* [Assigned task]
Please give the listing again in full, leaving out its images.

* [Excerpted records]
↓↓↓
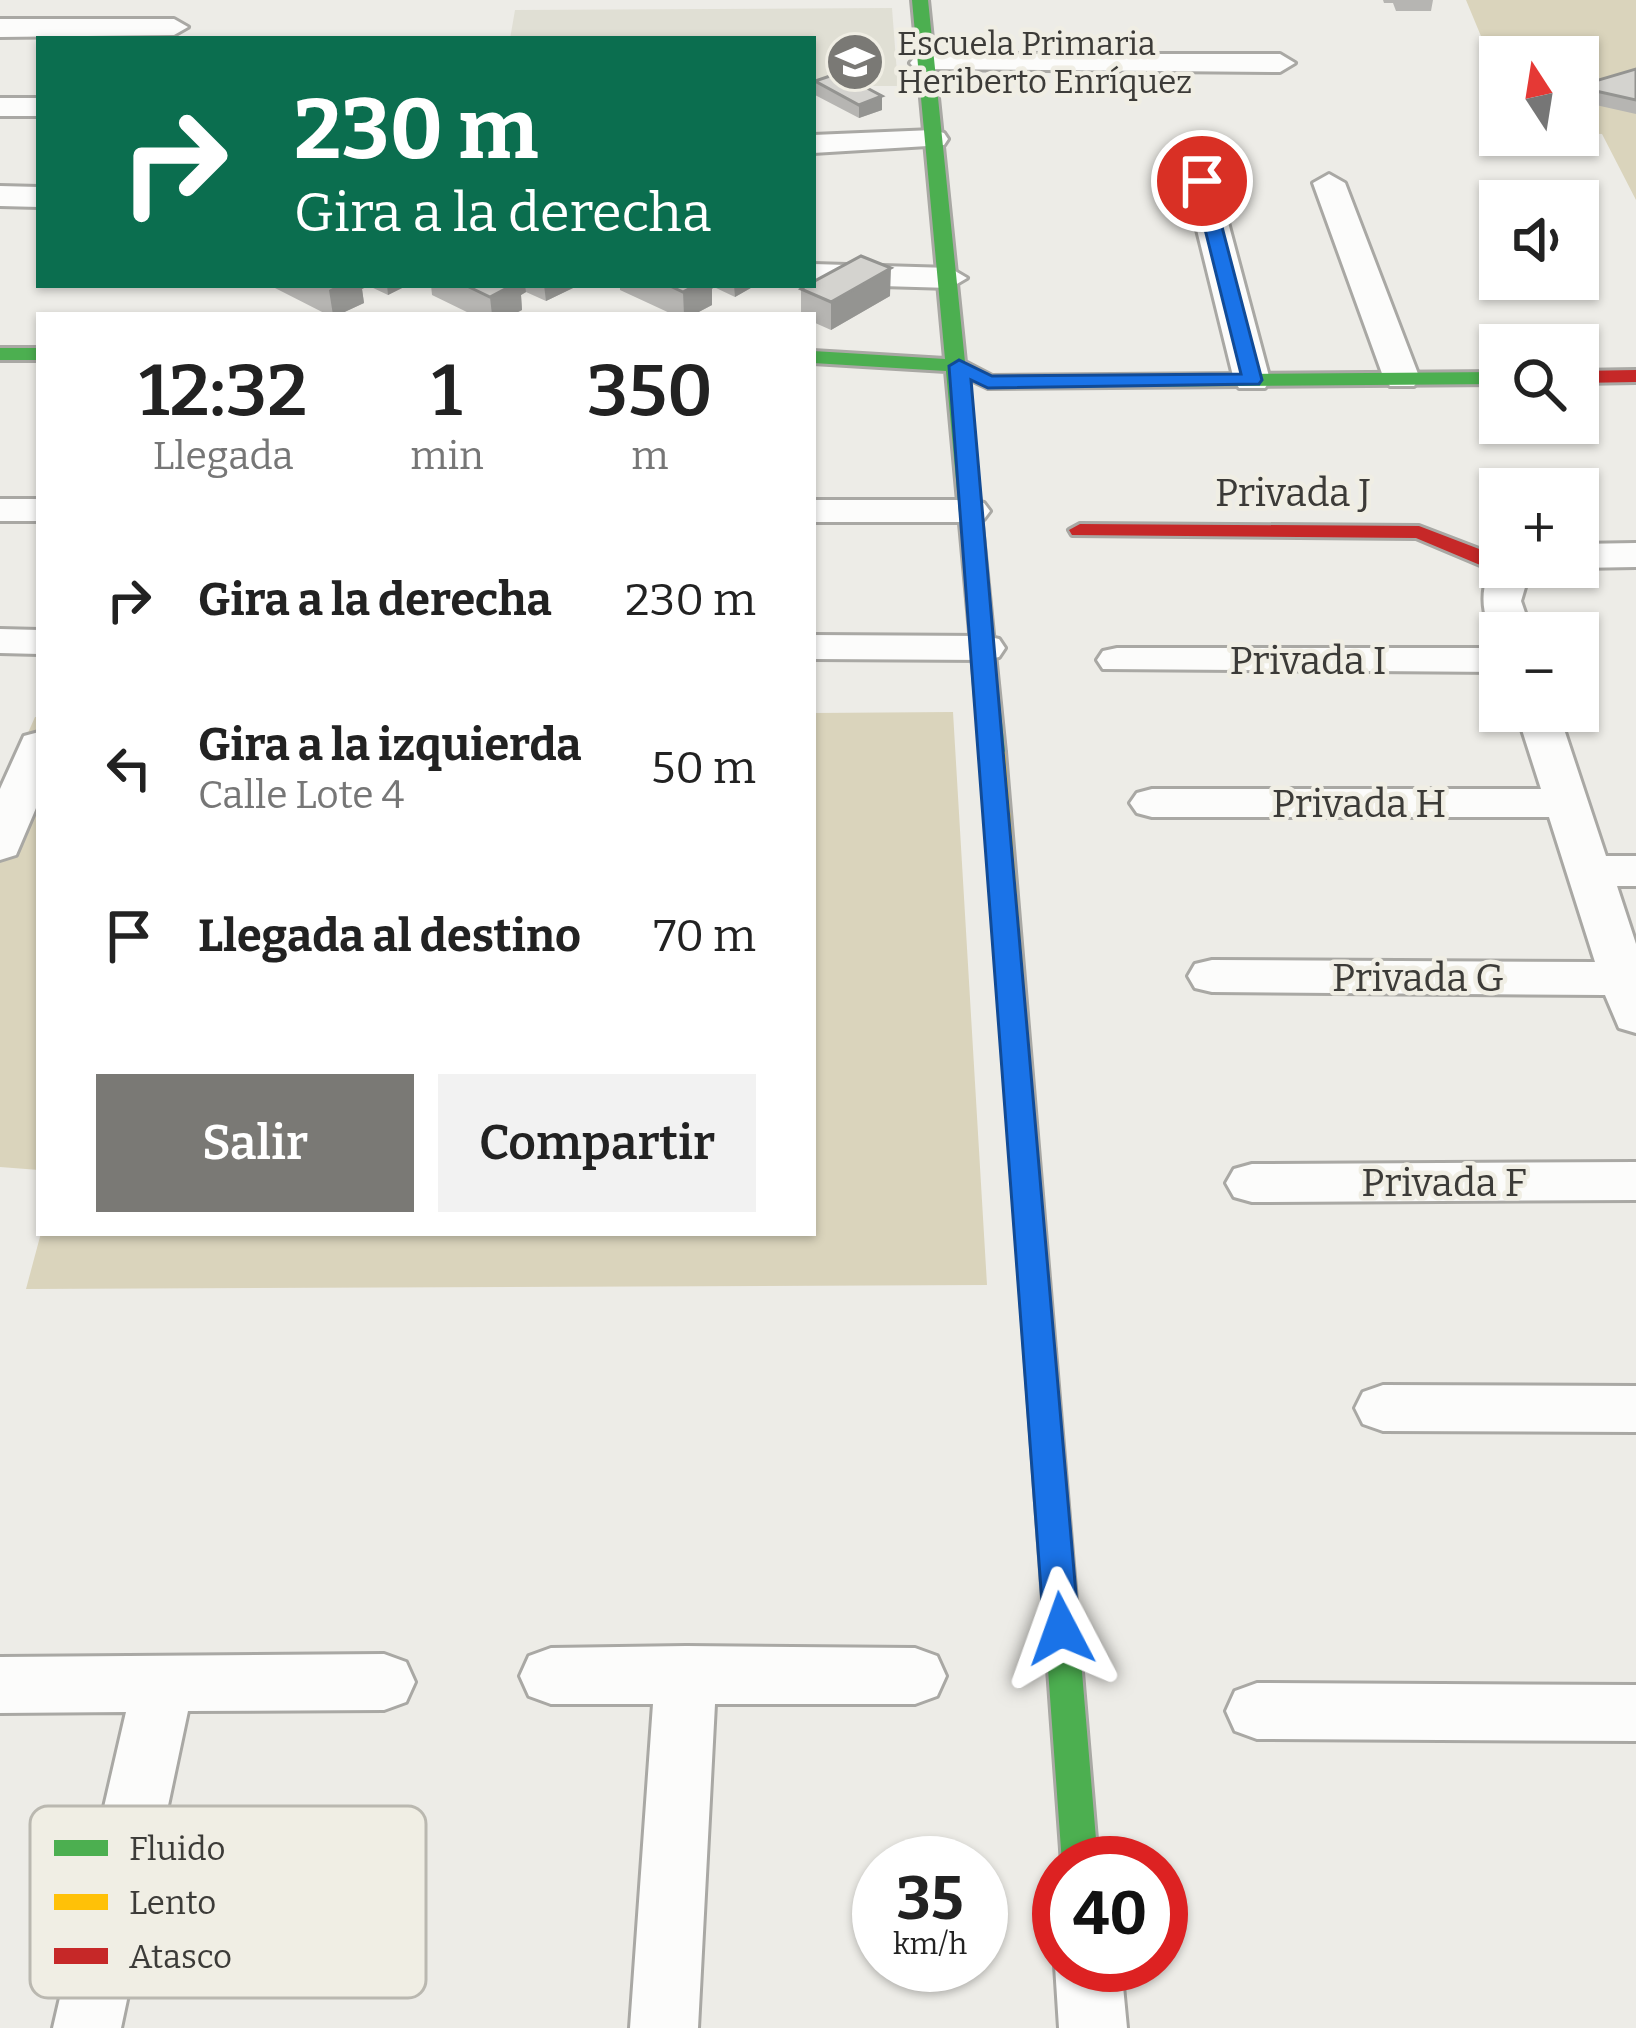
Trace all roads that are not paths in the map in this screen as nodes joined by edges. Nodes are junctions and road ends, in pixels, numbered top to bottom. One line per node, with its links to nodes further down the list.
1 (920, 0): 4 (street)
2 (174, 27): 3 (street)
3 (0, 28)
4 (925, 63): 5 (street); 8 (street)
5 (1280, 63)
6 (0, 107): 7 (street)
7 (36, 107)
8 (933, 139): 9 (street); 15 (street)
9 (816, 144)
10 (1202, 181): 24 (street)
11 (1329, 183): 23 (street)
12 (0, 196): 13 (street)
13 (36, 197)
14 (816, 274): 15 (street)
15 (950, 278): 19 (street)
16 (0, 354): 17 (street)
17 (36, 354)
18 (816, 357): 19 (street)
19 (959, 366): 24 (street); 28 (street)
20 (1636, 376): 21 (street)
21 (1599, 377)
22 (1479, 378): 23 (street)
23 (1402, 379): 24 (street)
24 (1252, 380)
25 (0, 510): 26 (street)
26 (36, 510)
27 (816, 511): 28 (street)
28 (971, 511): 36 (street)
29 (1080, 530): 30 (street, Privada J)
30 (1479, 556)
31 (1599, 556): 32 (street)
32 (1636, 556)
33 (0, 641): 34 (street)
34 (36, 641)
35 (816, 647): 36 (street)
36 (985, 648): 62 (street)
37 (1117, 660): 38 (street, Privada I)
38 (1479, 660)
39 (1544, 732): 43 (street)
40 (36, 750): 41 (street)
41 (10, 791): 44 (street)
42 (1152, 803): 43 (street, Privada H)
43 (1567, 803): 45 (street)
44 (0, 845)
45 (1588, 871): 46 (street); 48 (street)
46 (1636, 871)
47 (1212, 976): 48 (street, Privada G)
48 (1630, 998)
49 (1636, 1181): 50 (street, Privada F)
50 (1252, 1183)
51 (1384, 1408): 52 (street)
52 (1636, 1409)
53 (686, 1674): 54 (street); 55 (street); 66 (street)
54 (551, 1676)
55 (915, 1676)
56 (384, 1682): 57 (street)
57 (163, 1683): 58 (street); 61 (street)
58 (0, 1685)
59 (1257, 1711): 60 (street)
60 (1636, 1714)
61 (136, 1806)
62 (1078, 1836)
63 (1090, 1992): 67 (street)
64 (94, 1998): 65 (street)
65 (87, 2028)
66 (664, 2028)
67 (1093, 2028)

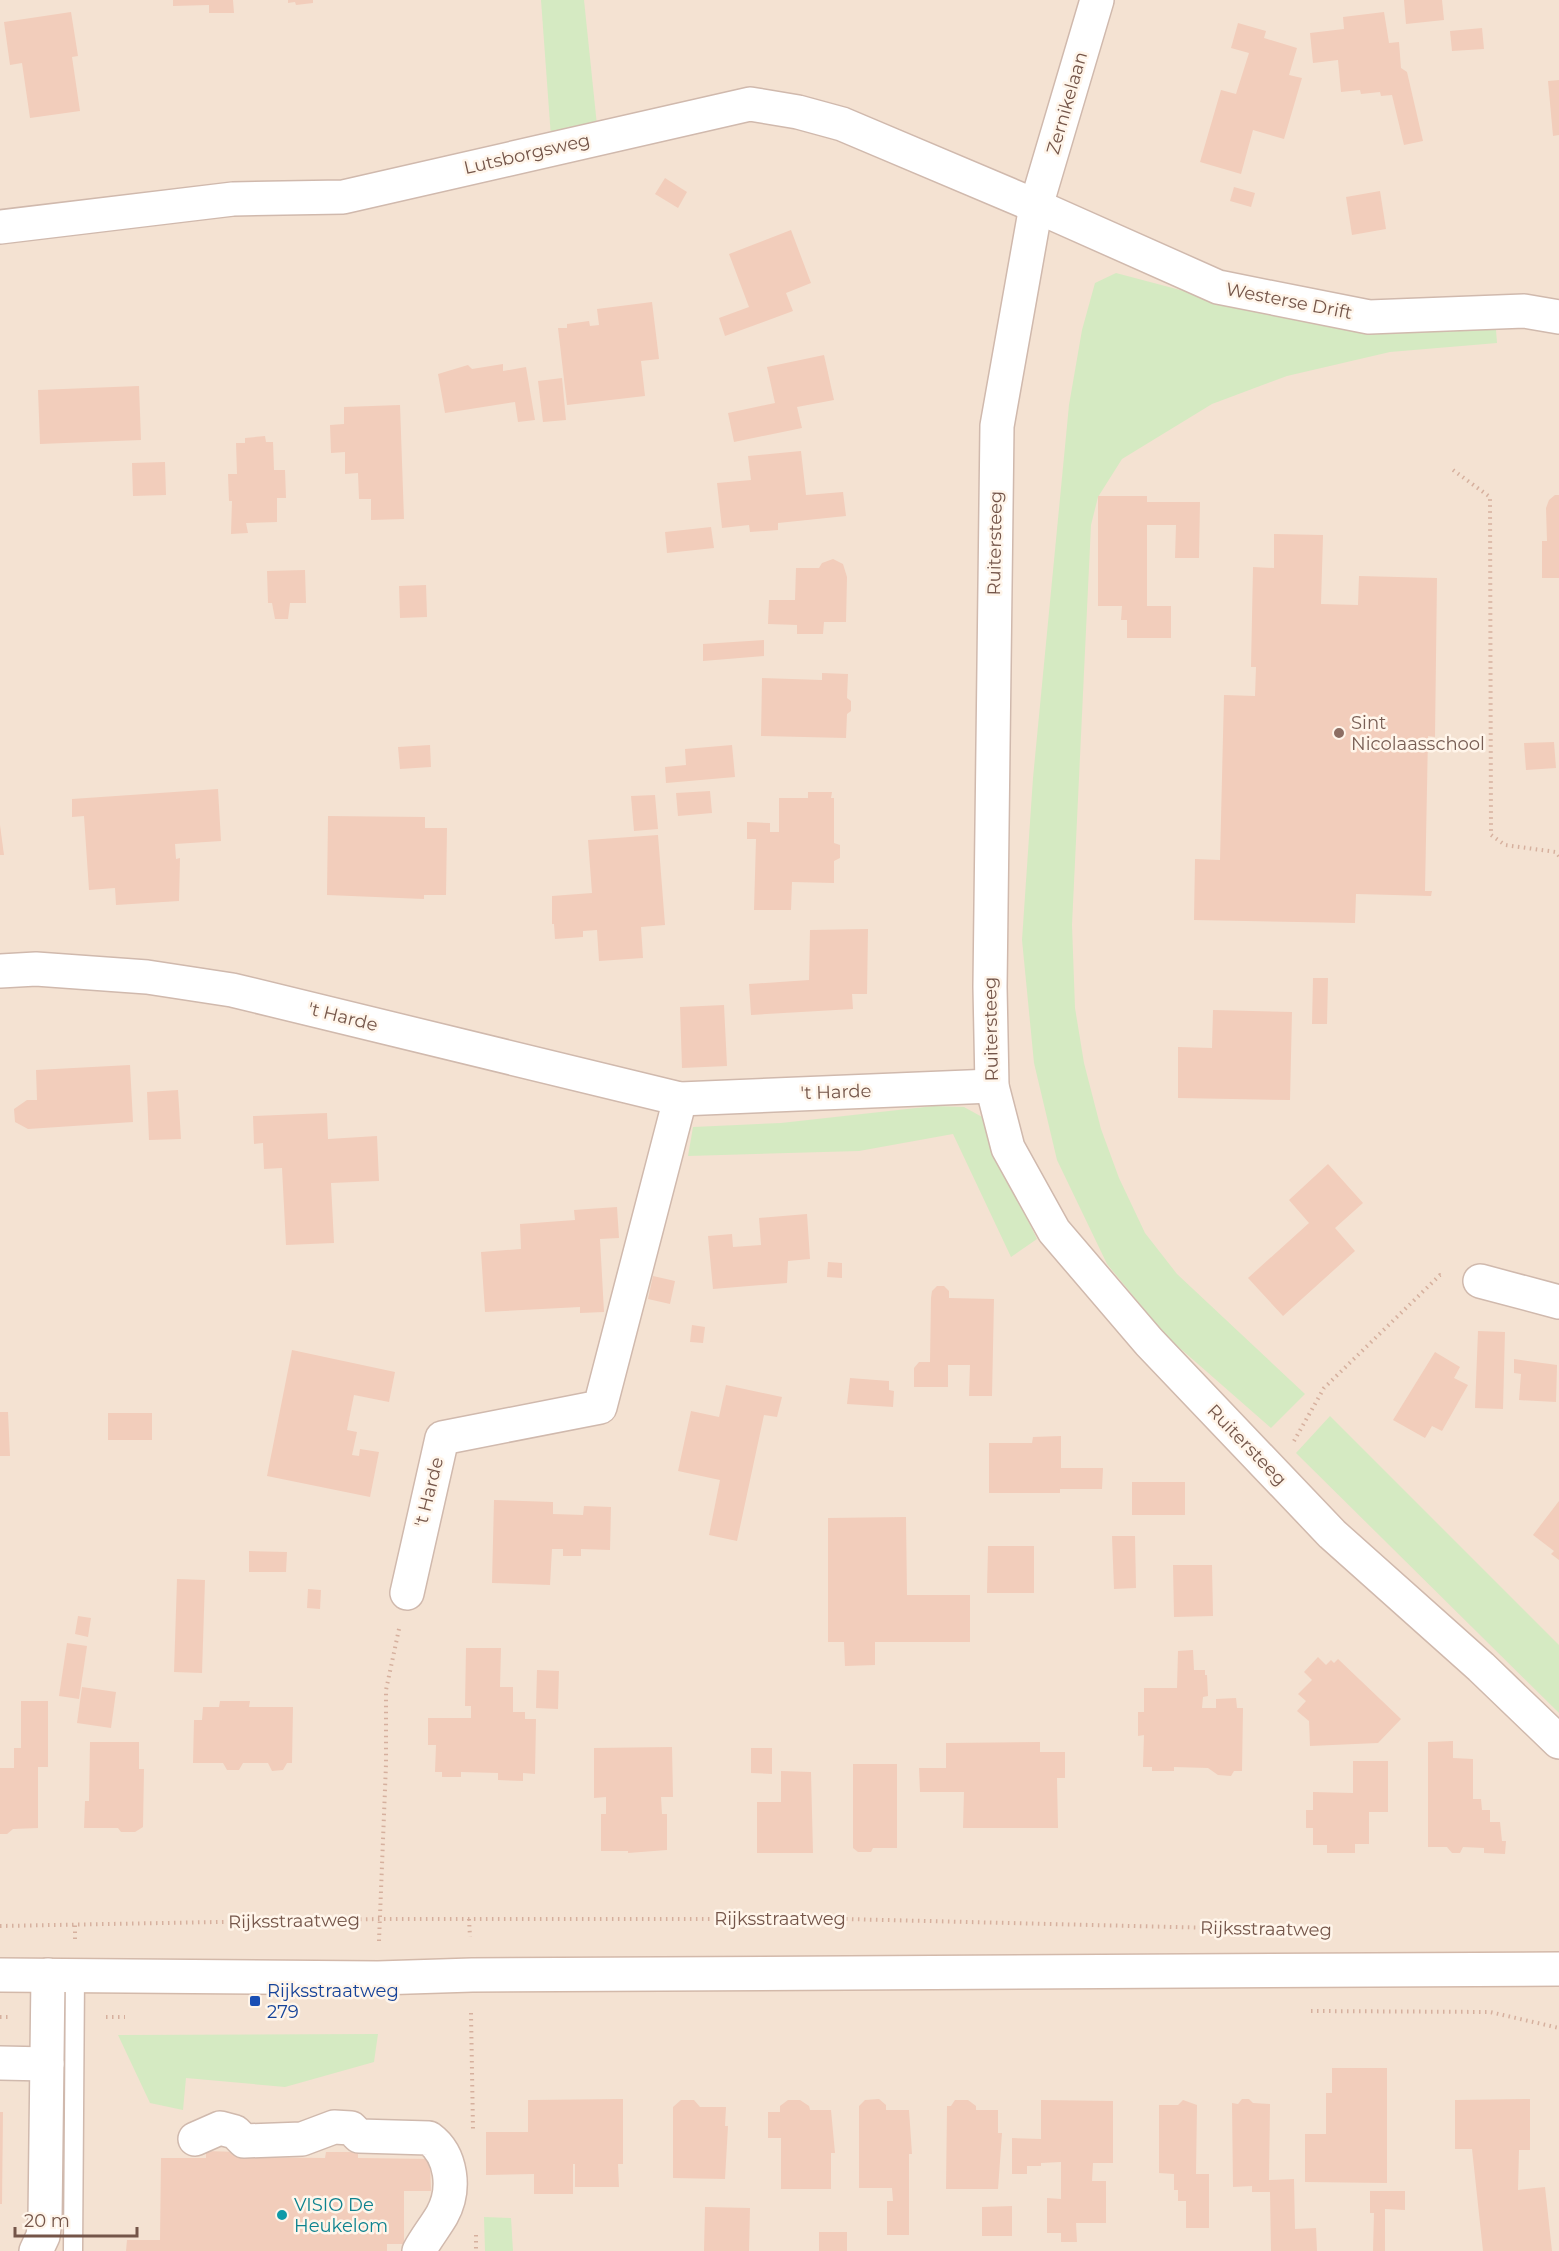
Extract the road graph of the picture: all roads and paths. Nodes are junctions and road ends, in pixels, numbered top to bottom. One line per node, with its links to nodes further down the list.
↑↑↑
* [Answer box]
Trace all roads that are not paths in the map in this screen as nodes joined by edges. Nodes are junctions and road ends, in pixels, numbered top to bottom. One line per node, with its links to nodes further down the list.
1 (920, 0): 4 (street)
2 (174, 27): 3 (street)
3 (0, 28)
4 (925, 63): 5 (street); 8 (street)
5 (1280, 63)
6 (0, 107): 7 (street)
7 (36, 107)
8 (933, 139): 9 (street); 15 (street)
9 (816, 144)
10 (1202, 181): 24 (street)
11 (1329, 183): 23 (street)
12 (0, 196): 13 (street)
13 (36, 197)
14 (816, 274): 15 (street)
15 (950, 278): 19 (street)
16 (0, 354): 17 (street)
17 (36, 354)
18 (816, 357): 19 (street)
19 (959, 366): 24 (street); 28 (street)
20 (1636, 376): 21 (street)
21 (1599, 377)
22 (1479, 378): 23 (street)
23 (1402, 379): 24 (street)
24 (1252, 380)
25 (0, 510): 26 (street)
26 (36, 510)
27 (816, 511): 28 (street)
28 (971, 511): 36 (street)
29 (1080, 530): 30 (street, Privada J)
30 (1479, 556)
31 (1599, 556): 32 (street)
32 (1636, 556)
33 (0, 641): 34 (street)
34 (36, 641)
35 (816, 647): 36 (street)
36 (985, 648): 62 (street)
37 (1117, 660): 38 (street, Privada I)
38 (1479, 660)
39 (1544, 732): 43 (street)
40 (36, 750): 41 (street)
41 (10, 791): 44 (street)
42 (1152, 803): 43 (street, Privada H)
43 (1567, 803): 45 (street)
44 (0, 845)
45 (1588, 871): 46 (street); 48 (street)
46 (1636, 871)
47 (1212, 976): 48 (street, Privada G)
48 (1630, 998)
49 (1636, 1181): 50 (street, Privada F)
50 (1252, 1183)
51 (1384, 1408): 52 (street)
52 (1636, 1409)
53 (686, 1674): 54 (street); 55 (street); 66 (street)
54 (551, 1676)
55 (915, 1676)
56 (384, 1682): 57 (street)
57 (163, 1683): 58 (street); 61 (street)
58 (0, 1685)
59 (1257, 1711): 60 (street)
60 (1636, 1714)
61 (136, 1806)
62 (1078, 1836)
63 (1090, 1992): 67 (street)
64 (94, 1998): 65 (street)
65 (87, 2028)
66 (664, 2028)
67 (1093, 2028)

Extract the road graph of the picture: all roads and paths. Nodes are junctions and road ends, in pixels, numbered top to bottom. One line per node, with its links to nodes further down the list.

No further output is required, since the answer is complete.